-- Task input follows --

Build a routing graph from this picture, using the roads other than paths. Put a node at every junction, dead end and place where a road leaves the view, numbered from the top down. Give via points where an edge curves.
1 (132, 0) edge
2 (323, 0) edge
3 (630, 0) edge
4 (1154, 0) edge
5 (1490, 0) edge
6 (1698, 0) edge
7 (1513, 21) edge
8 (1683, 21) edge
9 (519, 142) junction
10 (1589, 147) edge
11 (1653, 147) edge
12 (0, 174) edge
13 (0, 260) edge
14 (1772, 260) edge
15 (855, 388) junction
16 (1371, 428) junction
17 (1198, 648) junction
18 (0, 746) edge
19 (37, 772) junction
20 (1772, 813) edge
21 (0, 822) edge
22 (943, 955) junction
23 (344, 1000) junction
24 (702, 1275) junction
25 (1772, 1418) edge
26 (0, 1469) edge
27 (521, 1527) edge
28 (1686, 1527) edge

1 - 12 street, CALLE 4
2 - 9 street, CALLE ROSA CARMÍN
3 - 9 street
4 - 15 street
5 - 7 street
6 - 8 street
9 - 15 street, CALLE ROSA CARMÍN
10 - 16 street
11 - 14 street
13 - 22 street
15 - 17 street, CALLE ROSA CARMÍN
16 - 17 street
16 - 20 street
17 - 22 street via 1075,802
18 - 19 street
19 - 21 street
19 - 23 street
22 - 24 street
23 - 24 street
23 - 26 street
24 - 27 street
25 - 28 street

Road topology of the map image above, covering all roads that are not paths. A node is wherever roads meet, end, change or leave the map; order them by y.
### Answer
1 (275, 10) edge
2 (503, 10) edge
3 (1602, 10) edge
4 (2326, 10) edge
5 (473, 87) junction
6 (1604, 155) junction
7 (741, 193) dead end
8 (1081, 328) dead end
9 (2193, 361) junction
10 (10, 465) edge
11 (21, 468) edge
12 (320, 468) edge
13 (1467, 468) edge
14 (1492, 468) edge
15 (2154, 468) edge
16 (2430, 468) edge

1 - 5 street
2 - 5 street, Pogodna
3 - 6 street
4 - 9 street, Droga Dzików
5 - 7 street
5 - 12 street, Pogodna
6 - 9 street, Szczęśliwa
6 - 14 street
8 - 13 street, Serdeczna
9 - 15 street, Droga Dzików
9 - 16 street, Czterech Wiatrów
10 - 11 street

-- Task input concluded --

*What you will do*:
The response should consist of all the entries, transcribed exactly.

*Worked solution*:
Build a routing graph from this picture, using the roads other than paths. Put a node at every junction, dead end and place where a road leaves the view, numbered from the top down. Give via points where an edge curves.
1 (132, 0) edge
2 (323, 0) edge
3 (630, 0) edge
4 (1154, 0) edge
5 (1490, 0) edge
6 (1698, 0) edge
7 (1513, 21) edge
8 (1683, 21) edge
9 (519, 142) junction
10 (1589, 147) edge
11 (1653, 147) edge
12 (0, 174) edge
13 (0, 260) edge
14 (1772, 260) edge
15 (855, 388) junction
16 (1371, 428) junction
17 (1198, 648) junction
18 (0, 746) edge
19 (37, 772) junction
20 (1772, 813) edge
21 (0, 822) edge
22 (943, 955) junction
23 (344, 1000) junction
24 (702, 1275) junction
25 (1772, 1418) edge
26 (0, 1469) edge
27 (521, 1527) edge
28 (1686, 1527) edge

1 - 12 street, CALLE 4
2 - 9 street, CALLE ROSA CARMÍN
3 - 9 street
4 - 15 street
5 - 7 street
6 - 8 street
9 - 15 street, CALLE ROSA CARMÍN
10 - 16 street
11 - 14 street
13 - 22 street
15 - 17 street, CALLE ROSA CARMÍN
16 - 17 street
16 - 20 street
17 - 22 street via 1075,802
18 - 19 street
19 - 21 street
19 - 23 street
22 - 24 street
23 - 24 street
23 - 26 street
24 - 27 street
25 - 28 street

Road topology of the map image above, covering all roads that are not paths. A node is wherever roads meet, end, change or leave the map; order them by y.
### Answer
1 (275, 10) edge
2 (503, 10) edge
3 (1602, 10) edge
4 (2326, 10) edge
5 (473, 87) junction
6 (1604, 155) junction
7 (741, 193) dead end
8 (1081, 328) dead end
9 (2193, 361) junction
10 (10, 465) edge
11 (21, 468) edge
12 (320, 468) edge
13 (1467, 468) edge
14 (1492, 468) edge
15 (2154, 468) edge
16 (2430, 468) edge

1 - 5 street
2 - 5 street, Pogodna
3 - 6 street
4 - 9 street, Droga Dzików
5 - 7 street
5 - 12 street, Pogodna
6 - 9 street, Szczęśliwa
6 - 14 street
8 - 13 street, Serdeczna
9 - 15 street, Droga Dzików
9 - 16 street, Czterech Wiatrów
10 - 11 street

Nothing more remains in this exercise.